It’s been a weird week. A trip to the emergency room, the
death of a friend.
Then, I spent the day before my birthday in bed with an evil stomach bug. When I woke up on my birthday and didn’t need to heave, I felt
giddy. I was alive, and had somehow made it to 39.
Still weak from the accidental cleanse, I rested in the
morning and had a leisurely lunch with a friend. After lunch, I went to Soakology for some
pampering with three of my favorite women. If you are a Mainer and you like pleasure, I
highly recommend a trip to Soakology, a foot sanctuary and teahouse. We descended down the stairs into a dark
room with exposed brick walls and shimmery curtains.
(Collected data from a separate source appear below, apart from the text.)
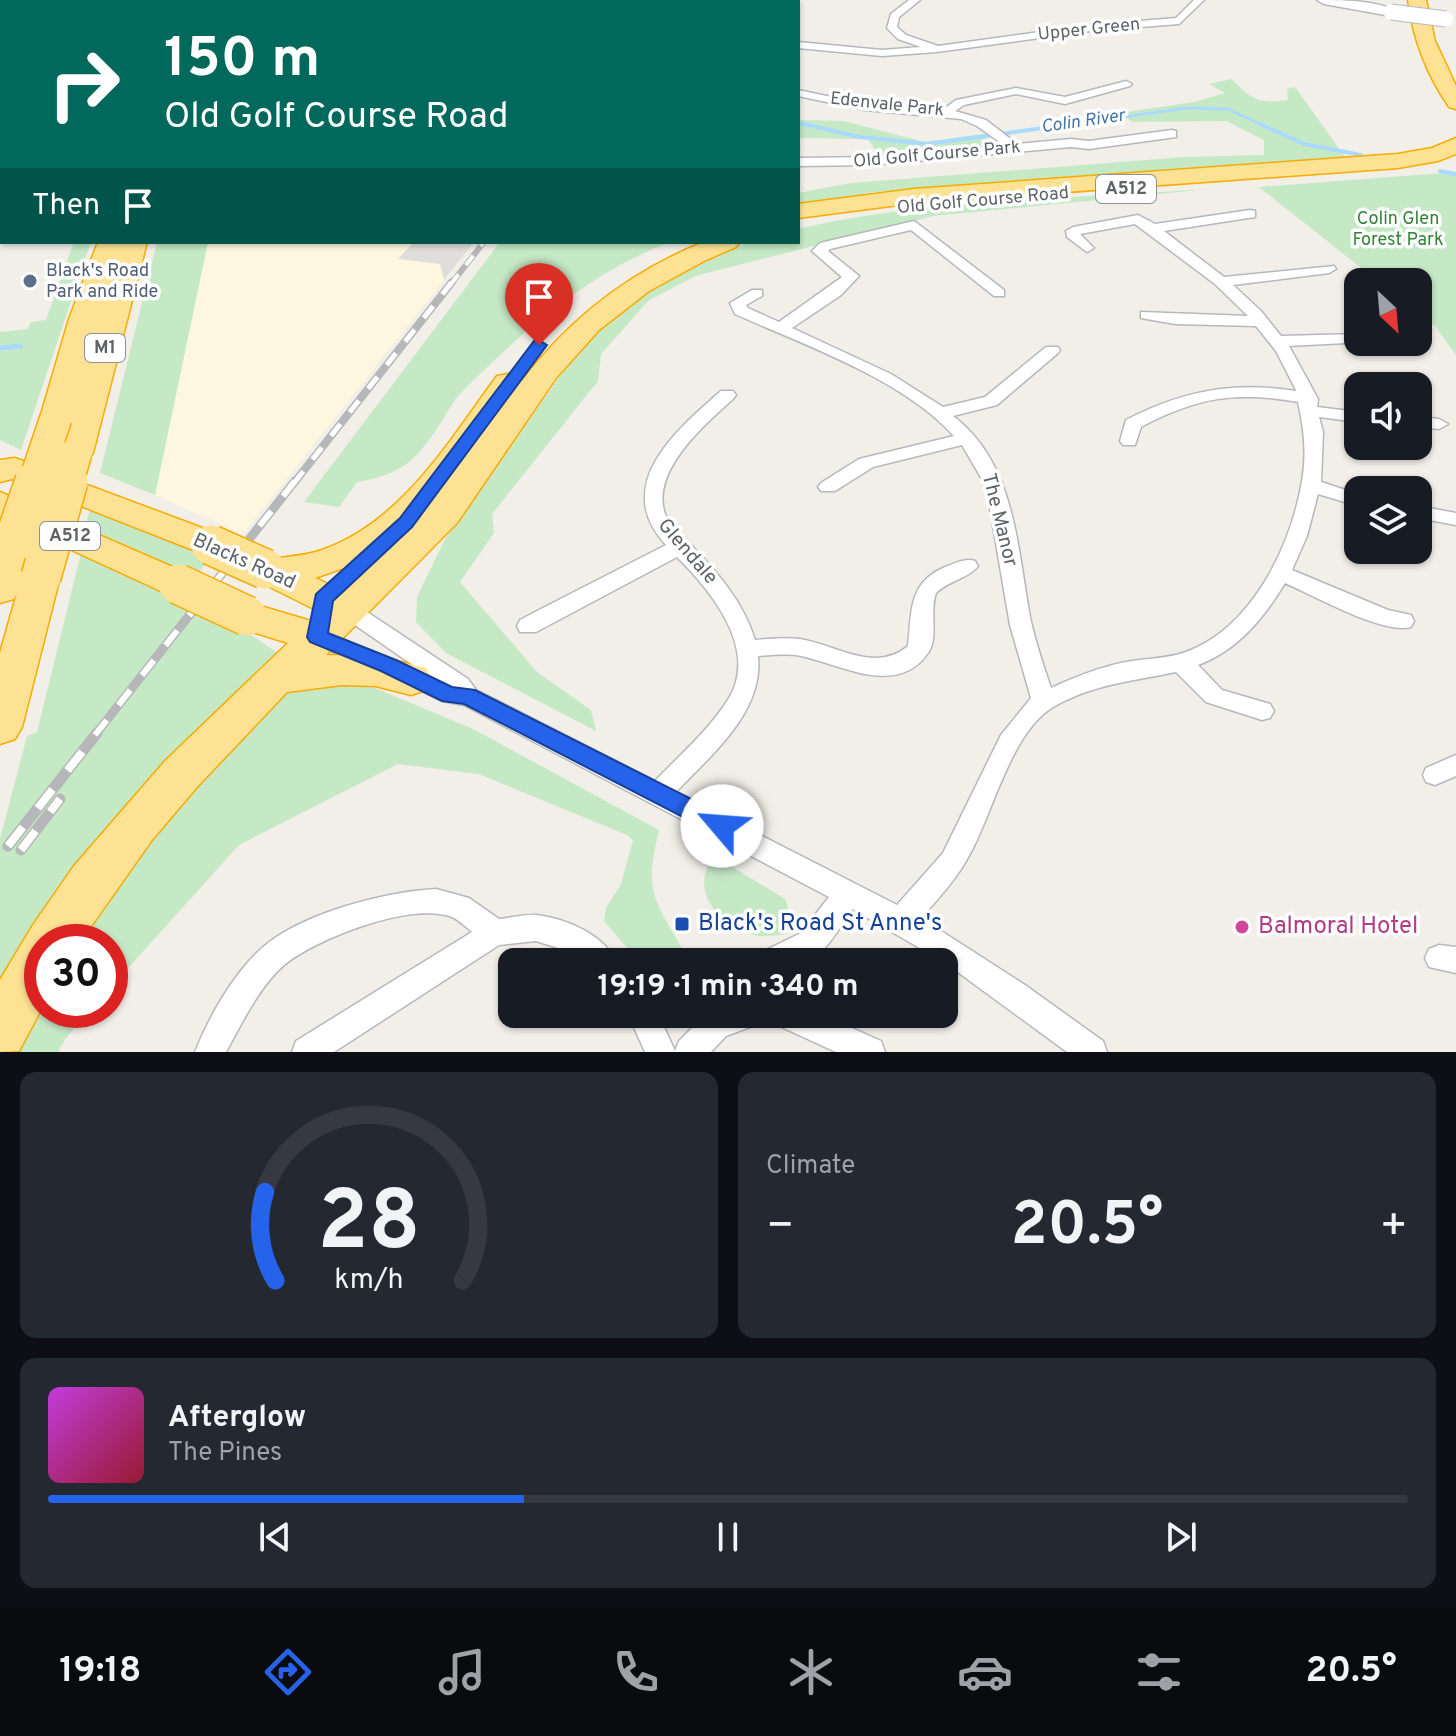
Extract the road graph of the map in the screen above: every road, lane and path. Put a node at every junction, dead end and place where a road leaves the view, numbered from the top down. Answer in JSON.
{"nodes":[{"id":1,"x":915,"y":0,"type":"edge"},
{"id":2,"x":1199,"y":0,"type":"edge"},
{"id":3,"x":1324,"y":0,"type":"edge"},
{"id":4,"x":1417,"y":0,"type":"edge"},
{"id":5,"x":1451,"y":20,"type":"edge"},
{"id":6,"x":800,"y":45,"type":"edge"},
{"id":7,"x":937,"y":49,"type":"junction"},
{"id":8,"x":1126,"y":84,"type":"dead end"},
{"id":9,"x":800,"y":93,"type":"edge"},
{"id":10,"x":1456,"y":103,"type":"edge"},
{"id":11,"x":948,"y":111,"type":"junction"},
{"id":12,"x":1172,"y":134,"type":"dead end"},
{"id":13,"x":1456,"y":143,"type":"edge"},
{"id":14,"x":1011,"y":144,"type":"junction"},
{"id":15,"x":800,"y":162,"type":"edge"},
{"id":16,"x":1456,"y":164,"type":"edge"},
{"id":17,"x":1124,"y":209,"type":"dead end"},
{"id":18,"x":800,"y":211,"type":"edge"},
{"id":19,"x":1250,"y":214,"type":"dead end"},
{"id":20,"x":1138,"y":219,"type":"junction"},
{"id":21,"x":800,"y":223,"type":"edge"},
{"id":22,"x":1156,"y":231,"type":"junction"},
{"id":23,"x":110,"y":244,"type":"edge"},
{"id":24,"x":133,"y":244,"type":"edge"},
{"id":25,"x":685,"y":244,"type":"edge"},
{"id":26,"x":722,"y":244,"type":"edge"},
{"id":27,"x":1087,"y":248,"type":"dead end"},
{"id":28,"x":1329,"y":269,"type":"dead end"},
{"id":29,"x":1224,"y":281,"type":"junction"},
{"id":30,"x":757,"y":293,"type":"dead end"},
{"id":31,"x":999,"y":293,"type":"dead end"},
{"id":32,"x":1147,"y":315,"type":"dead end"},
{"id":33,"x":1261,"y":321,"type":"junction"},
{"id":34,"x":781,"y":329,"type":"junction"},
{"id":35,"x":1344,"y":339,"type":"edge"},
{"id":36,"x":1279,"y":341,"type":"junction"},
{"id":37,"x":1052,"y":350,"type":"dead end"},
{"id":38,"x":727,"y":395,"type":"dead end"},
{"id":39,"x":1310,"y":405,"type":"junction"},
{"id":40,"x":942,"y":413,"type":"junction"},
{"id":41,"x":1344,"y":414,"type":"edge"},
{"id":42,"x":1432,"y":423,"type":"edge"},
{"id":43,"x":1439,"y":424,"type":"dead end"},
{"id":44,"x":967,"y":438,"type":"junction"},
{"id":45,"x":1129,"y":441,"type":"dead end"},
{"id":46,"x":5,"y":467,"type":"edge"},
{"id":47,"x":440,"y":479,"type":"junction"},
{"id":48,"x":1312,"y":486,"type":"junction"},
{"id":49,"x":828,"y":487,"type":"dead end"},
{"id":50,"x":1344,"y":496,"type":"edge"},
{"id":51,"x":0,"y":503,"type":"edge"},
{"id":52,"x":1432,"y":515,"type":"edge"},
{"id":53,"x":1456,"y":519,"type":"edge"},
{"id":54,"x":681,"y":546,"type":"junction"},
{"id":55,"x":968,"y":566,"type":"dead end"},
{"id":56,"x":268,"y":570,"type":"junction"},
{"id":57,"x":1282,"y":574,"type":"junction"},
{"id":58,"x":0,"y":590,"type":"edge"},
{"id":59,"x":329,"y":615,"type":"junction"},
{"id":60,"x":1403,"y":621,"type":"dead end"},
{"id":61,"x":528,"y":626,"type":"dead end"},
{"id":62,"x":747,"y":649,"type":"junction"},
{"id":63,"x":1181,"y":662,"type":"junction"},
{"id":64,"x":411,"y":679,"type":"junction"},
{"id":65,"x":269,"y":682,"type":"junction"},
{"id":66,"x":468,"y":696,"type":"junction"},
{"id":67,"x":1044,"y":702,"type":"junction"},
{"id":68,"x":1262,"y":711,"type":"dead end"},
{"id":69,"x":0,"y":727,"type":"edge"},
{"id":70,"x":658,"y":794,"type":"junction"},
{"id":71,"x":848,"y":891,"type":"junction"},
{"id":72,"x":901,"y":921,"type":"junction"},
{"id":73,"x":63,"y":924,"type":"edge"},
{"id":74,"x":494,"y":933,"type":"junction"},
{"id":75,"x":588,"y":948,"type":"edge"},
{"id":76,"x":807,"y":948,"type":"edge"},
{"id":77,"x":24,"y":989,"type":"edge"},
{"id":78,"x":649,"y":1028,"type":"edge"},
{"id":79,"x":713,"y":1028,"type":"edge"},
{"id":80,"x":817,"y":1028,"type":"edge"},
{"id":81,"x":0,"y":1032,"type":"edge"},
{"id":82,"x":210,"y":1052,"type":"edge"},
{"id":83,"x":307,"y":1052,"type":"edge"},
{"id":84,"x":660,"y":1052,"type":"edge"},
{"id":85,"x":690,"y":1052,"type":"edge"},
{"id":86,"x":870,"y":1052,"type":"edge"},
{"id":87,"x":1092,"y":1052,"type":"edge"}],
"edges":[{"from":1,"to":7,"type":"street"},
{"from":2,"to":7,"type":"street","name":"Upper Green"},
{"from":3,"to":5,"type":"street","bridge":true},
{"from":4,"to":10,"type":"highway"},
{"from":6,"to":7,"type":"street","name":"Upper Green"},
{"from":8,"to":11,"type":"street"},
{"from":9,"to":11,"type":"street","name":"Edenvale Park"},
{"from":11,"to":14,"type":"street","name":"Edenvale Park"},
{"from":12,"to":14,"type":"street","name":"Old Golf Course Park"},
{"from":13,"to":18,"type":"highway","name":"Old Golf Course Road","number":"A512"},
{"from":14,"to":15,"type":"street","name":"Old Golf Course Park"},
{"from":16,"to":21,"type":"highway","name":"Old Golf Course Road","number":"A512"},
{"from":17,"to":20,"type":"street"},
{"from":19,"to":22,"type":"street"},
{"from":20,"to":22,"type":"street"},
{"from":20,"to":27,"type":"street"},
{"from":22,"to":29,"type":"street"},
{"from":23,"to":58,"type":"highway","number":"M1","bridge":true},
{"from":24,"to":69,"type":"highway","number":"M1","bridge":true},
{"from":25,"to":47,"type":"highway"},
{"from":26,"to":59,"type":"highway"},
{"from":28,"to":29,"type":"street"},
{"from":29,"to":33,"type":"street"},
{"from":30,"to":34,"type":"street","name":"The Manor"},
{"from":31,"to":34,"type":"street"},
{"from":32,"to":33,"type":"street"},
{"from":33,"to":36,"type":"street"},
{"from":34,"to":40,"type":"street","name":"The Manor"},
{"from":35,"to":36,"type":"street"},
{"from":36,"to":39,"type":"street"},
{"from":37,"to":40,"type":"street"},
{"from":38,"to":54,"type":"street","name":"Glendale"},
{"from":39,"to":41,"type":"street"},
{"from":39,"to":45,"type":"street"},
{"from":39,"to":48,"type":"street"},
{"from":40,"to":44,"type":"street","name":"The Manor"},
{"from":42,"to":43,"type":"street"},
{"from":44,"to":49,"type":"street"},
{"from":44,"to":67,"type":"street","name":"The Manor"},
{"from":46,"to":56,"type":"highway","name":"Blacks Road","number":"A512","bridge":true},
{"from":47,"to":56,"type":"highway"},
{"from":47,"to":59,"type":"highway"},
{"from":48,"to":50,"type":"street"},
{"from":48,"to":57,"type":"street"},
{"from":51,"to":59,"type":"highway","name":"Blacks Road","number":"A512","bridge":true},
{"from":52,"to":53,"type":"street"},
{"from":54,"to":61,"type":"street"},
{"from":54,"to":62,"type":"street","name":"Glendale"},
{"from":55,"to":62,"type":"street"},
{"from":56,"to":59,"type":"highway","name":"Blacks Road","number":"A512"},
{"from":57,"to":60,"type":"street"},
{"from":57,"to":63,"type":"street"},
{"from":59,"to":64,"type":"street","name":"Blacks Road"},
{"from":59,"to":65,"type":"highway"},
{"from":59,"to":66,"type":"street","name":"Blacks Road"},
{"from":62,"to":70,"type":"street","name":"Glendale"},
{"from":63,"to":67,"type":"street"},
{"from":63,"to":68,"type":"street"},
{"from":64,"to":65,"type":"highway"},
{"from":64,"to":66,"type":"street","name":"Blacks Road"},
{"from":65,"to":73,"type":"highway"},
{"from":66,"to":70,"type":"street","name":"Blacks Road"},
{"from":67,"to":72,"type":"street"},
{"from":70,"to":71,"type":"street","name":"Blacks Road"},
{"from":71,"to":72,"type":"street","name":"Blacks Road"},
{"from":71,"to":76,"type":"street"},
{"from":72,"to":87,"type":"street","name":"Blacks Road"},
{"from":74,"to":75,"type":"street"},
{"from":74,"to":82,"type":"street"},
{"from":74,"to":83,"type":"street"},
{"from":77,"to":81,"type":"highway"},
{"from":78,"to":84,"type":"street"},
{"from":79,"to":85,"type":"street"},
{"from":80,"to":86,"type":"street"}]}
It smelled like we had
walked into a giant cup of tea.
We sat in big, comfy chairs that felt a little like thrones.
Our legs dangled over the edges like a toddler in a loveseat. One of the staff
brought us each a big, warm bowl of water and essential oils to soak our feet
in. I rubbed my toes and the arches of my feet along the smooth, hot stones in
the bottom of the bowl. Next, we were presented with warm shoulder wraps. I
could feel the heat and the weight of the wrap pressing my shoulders down,
sinking my body into the soft cushions of the chair. My belly still unsettled, I ordered a Moroccan mint
tea sweetened with honey and sipped it slowly.
Two of us indulged in shoulder and neck massages. I was
mildly agitated that the young woman in charge of my shoulders and neck kept
calling me, “My dear.” But I closed my eyes and shifted my focus to the feel of
her fingers circling the knots in my shoulders, the tight cords of my neck. The
places I hold all the little and big hurts that I gather through the day. I let
go, rooting into the chair, into myself.
After she was done, I opened my eyes. I looked around the
dim room, taking in the faces of my beautiful friends. 2013 has not been the
easiest of years for any of us four thus far. I took in
the sweet sight of their relaxed faces and smiled.
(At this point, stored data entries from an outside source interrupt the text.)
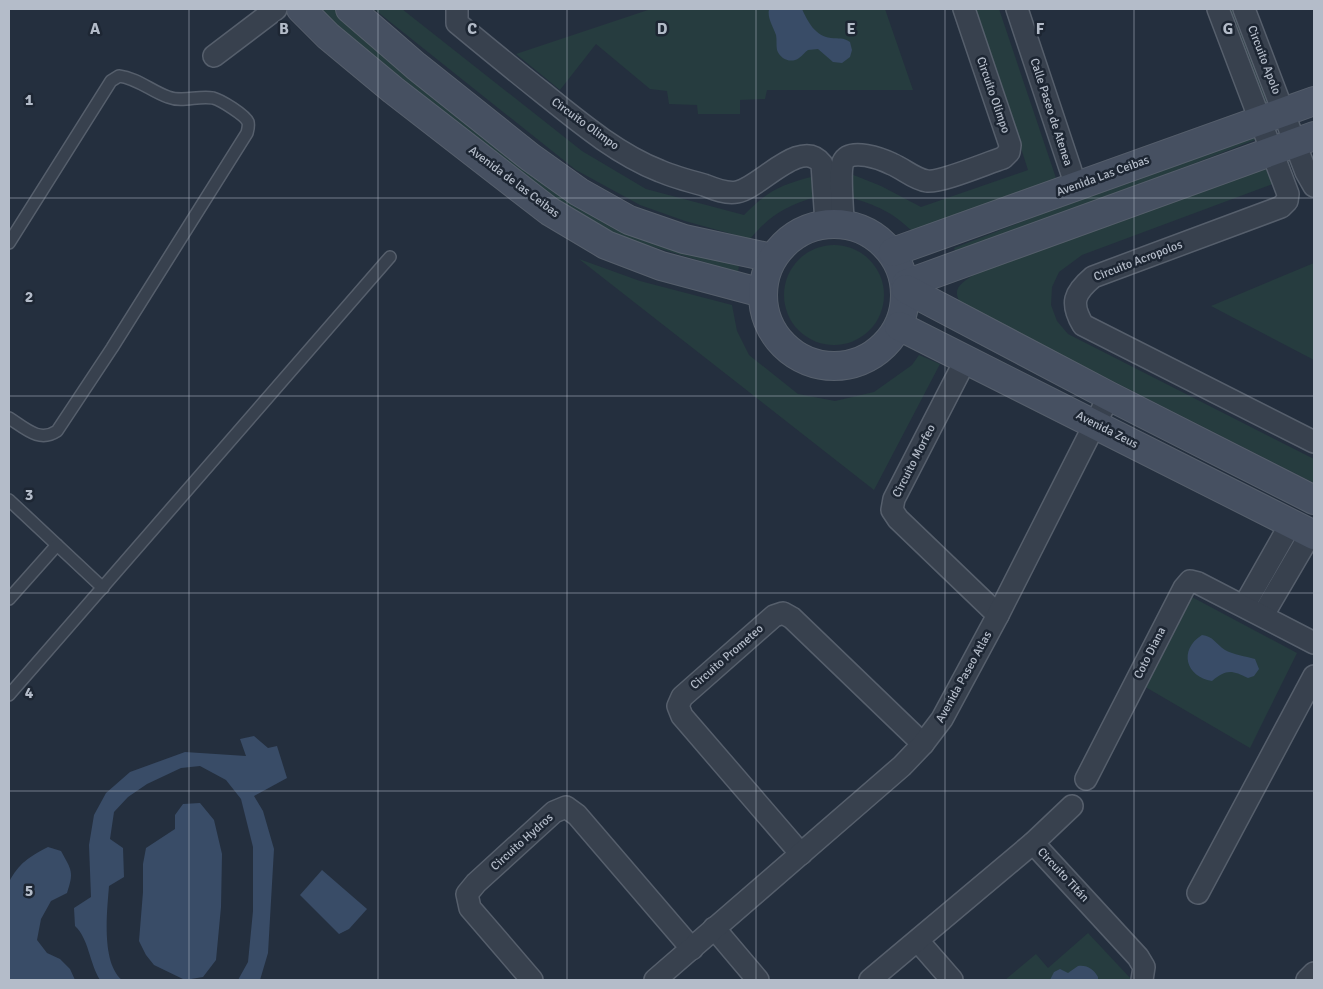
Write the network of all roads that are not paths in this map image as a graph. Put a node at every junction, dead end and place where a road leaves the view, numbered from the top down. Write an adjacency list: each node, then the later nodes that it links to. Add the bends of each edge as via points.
1 (276, 9): 9 (street)
2 (300, 9): 21 (street, Avenida de las Ceibas, via 393,90 549,211 606,245 662,266)
3 (350, 9): 19 (street, via 416,66 579,192 629,220 684,239)
4 (457, 9): 15 (street, Circuito Olimpo, via 457,23 564,110 614,148 660,172 722,191 736,192 748,189 793,159 810,155 818,158)
5 (964, 9): 15 (street, Circuito Olimpo, via 1010,152 1003,158 928,181 868,156 848,156 843,162)
6 (1017, 9): 13 (street, Calle Paseo de Atenea)
7 (1218, 9): 11 (street, Circuito Apolo)
8 (1244, 9): 11 (street, Circuito Apolo)
9 (214, 56)
10 (1314, 101): 11 (street, Avenida Las Ceibas)
11 (1272, 116): 12 (street); 13 (street, Avenida Las Ceibas)
12 (1294, 144): 14 (street); 20 (street); 27 (street, Circuito Acropolos, via 1287,201 1281,206 1093,277 1075,298 1076,312 1083,325)
13 (1076, 186): 17 (street, Avenida Las Ceibas)
14 (1314, 186)
15 (834, 223): 17 (street, via 862,228 879,238); 19 (street, via 795,234)
16 (9, 243): 25 (lane, via 111,81 118,76 179,100 212,98 247,119 247,133 57,431 48,436 38,436)
17 (892, 252): 20 (street, via 901,267)
18 (390, 257): 32 (lane)
19 (772, 258): 21 (street)
20 (906, 287): 22 (street, via 906,308); 24 (street)
21 (762, 293): 22 (street, via 766,317 777,338 795,355 818,365 842,366 865,360 885,346)
22 (899, 326): 23 (street, Avenida Zeus)
23 (965, 360): 26 (street, Avenida Zeus); 35 (street, Circuito Morfeo, via 894,499 892,510)
24 (1109, 396): 26 (street, Avenida Paseo Atlas); 29 (street)
25 (9, 418)
26 (1094, 424): 30 (street, Avenida Zeus); 35 (street, Avenida Paseo Atlas)
27 (1314, 442)
28 (9, 500): 31 (lane)
29 (1314, 500)
30 (1305, 530): 34 (street); 36 (street)
31 (57, 545): 32 (lane); 33 (lane)
32 (103, 588): 39 (lane)
33 (9, 599)
34 (1244, 606): 36 (street, Coto Diana); 41 (street, Coto Diana, via 1190,581)
35 (998, 615): 40 (street, Avenida Paseo Atlas, via 942,719)
36 (1263, 615): 37 (street, Coto Diana)
37 (1314, 643)
38 (1314, 676): 45 (street)
39 (9, 695)
40 (923, 744): 44 (street, Avenida Paseo Atlas); 44 (street, Circuito Prometeo, via 783,613 774,616 682,697 678,706 682,716)
41 (1086, 779)
42 (1072, 806): 43 (street)
43 (1033, 843): 47 (street, Circuito Titán); 55 (street, Circuito Titán, via 1138,957 1144,967)
44 (801, 854): 46 (street, Avenida Paseo Atlas)
45 (1198, 893)
46 (714, 928): 48 (street, Avenida Paseo Atlas); 52 (street)
47 (918, 941): 53 (street, Circuito Titán); 54 (street)
48 (692, 948): 50 (street, Circuito Hydros, via 577,815 566,808 554,812 467,894 470,908); 51 (street, Avenida Paseo Atlas)
49 (1314, 973): 56 (street)
50 (532, 980)
51 (655, 980)
52 (758, 980)
53 (870, 980)
54 (952, 980)
55 (1142, 980)
56 (1307, 980)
Afterwards, I went home to my little family. My parents were
supposed to join us for a fancy dinner, but they had come down with the same
virus I had. So Scott and the kids ate pizza while I ate the traditional post-stomach-bug
birthday toast. After dinner, we somehow migrated to the kitchen floor. Max sat
on my lap while Violet marched back and forth to the living room. Max faced me
and sang, exhaling warm pizza breath into my face. I closed my eyes and felt
the bubbles of evening sun through the window on my forehead. Max got up and whispered,
“Can I have my M&M’s now,” in Scott’s ear, which tickled Scott, which made
them both laugh. Then Violet marched up to Scott’s ear and Irish whispered, “Ba
Ma Blah Blah Blah,” which made us all laugh. We sat on the kitchen floor and
laughed and I could still smell waves of lavender from my feet and I thought this is what all the work is for.
Then Violet explored my kneecaps with her cool, pudgy little
hands and Max asked, “Why are they called… why are they called…” and Scott
said, “Kneecaps?” and Max started screaming, “NO! I wanted to say it!” and the moment
was over.
And this is my life. Little envelopes of sweetness that end
in shouting. Eating toast on my birthday because my stomach is still gurgling
from being sick. The smell of lavender and the faces of my friends and family. In the shadow of the death of a friend and
a virulent stomach bug, I felt warm trickles of gratitude all day long.
I remembered a word I came up with years ago, when I was still
fresh from my brother’s death, which cracked me open enough that I had to put
myself back together in a different way. A deeper way. Majedy. Part magic and part tragedy. (With a hint of majesty, but
mostly just for the “j” so it doesn’t sound like “maggoty.”) Glennon Doyle
Melton calls it “brutiful.”
It’s not perfect and it won’t be. Ever. And I still struggle
with that. I can’t cook to save my life and my house is always a disaster and part of me thinks I am the only one. I
have big hips and little boobies and it’s
all okay because just for today, I get to be here. I get to be here and
feel hot stones on my feet and see the faces of my friends, soft and relaxed. I
get to giggle with my family and watch my insane little angels stomp around and
cackle. I get to be 39, while others I love didn't get to make it so far. Life is good, life is hard. Life is majedy.
I often wish that everyone would write a blog describing what it's like to be them.
ReplyDeleteThere are so many experiences, reactions, and feelings in which it's easy to feel like an isolated weirdo, then every now and then you catch a fleeting glimpse of shared experience in the strangest places and it's a little bit magic and great relief. Imagine how incredible it would be to peruse the honest self-assessment of all the different-same strangers in the world.
But of course not everyone lives an examined life and fewer have the tools to express the complexity of one. What a tremendous gift you have in both quietly intense insight and graceful prose, and what a gift to us in the sharing of it.
Thanks for Posting This -- R.J.
ReplyDeleteThank you, R.J.!
DeleteMeghan, so beautifully written. And I could say the very same about your writing. Thanks for your words.